Pilurzu followed his success in Huntington with the Central American Surf Championship win. Then came a streak of bad WQS events where he “was stressing out and lost motivation,” including a follow-up in Huntington – the highly visible U.S. Open of Surfing in July, which he lost in the last five seconds of his heat.

“It all accumulated, and I snapped,” Pilurzu recalled. “That’s when I hit the bottom and got some great drive for the next event in England. I was hungry for it and desperate for a result.”

In August, his hunger earned him a ninth-place finish at the Rip Curl Boardmasters in Newquay, England, after which Pilurzu broke the glass ceiling, earning the 98th spot in the rankings and qualifying for the first time ever to compete in the biggest WQS, the Super Series Rip Curl Pro later that month in France.
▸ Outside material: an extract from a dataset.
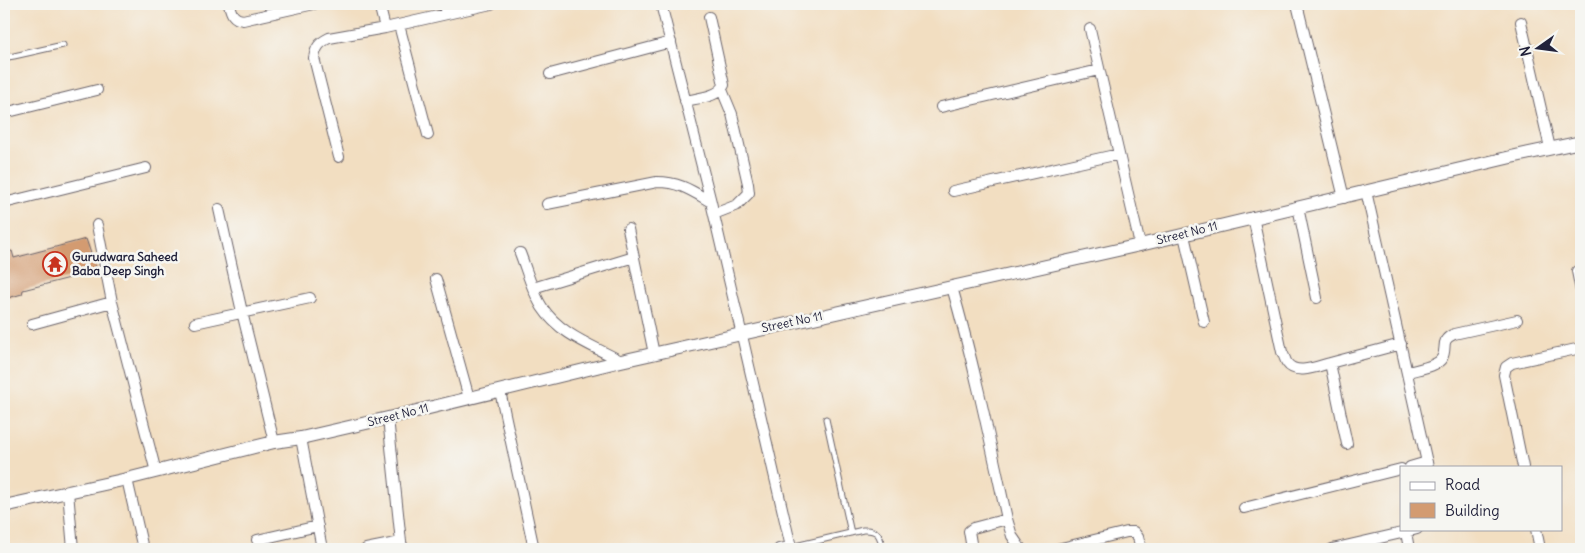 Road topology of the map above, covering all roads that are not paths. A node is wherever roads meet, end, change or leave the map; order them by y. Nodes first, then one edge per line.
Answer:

There, among incredibly tough competition, consistent surf and variable weather, Pilurzu’s skills brought him to 49th out of 144 of the world’s best.

After two more WQS events in Portugal and Spain, the Tico surfer now has a total of 4,944 points, placing him 105th out of 500. What strategy does the athlete have in mind as he sets a course for the next leg of the WQS?

“The last couple of years I have focused my surfing in the competitive direction, forgetting some of the free surfing, new age stuff,” Pilurzu mused. “I think I want to incorporate a little more new age and radical moves in my competitive repertoire.”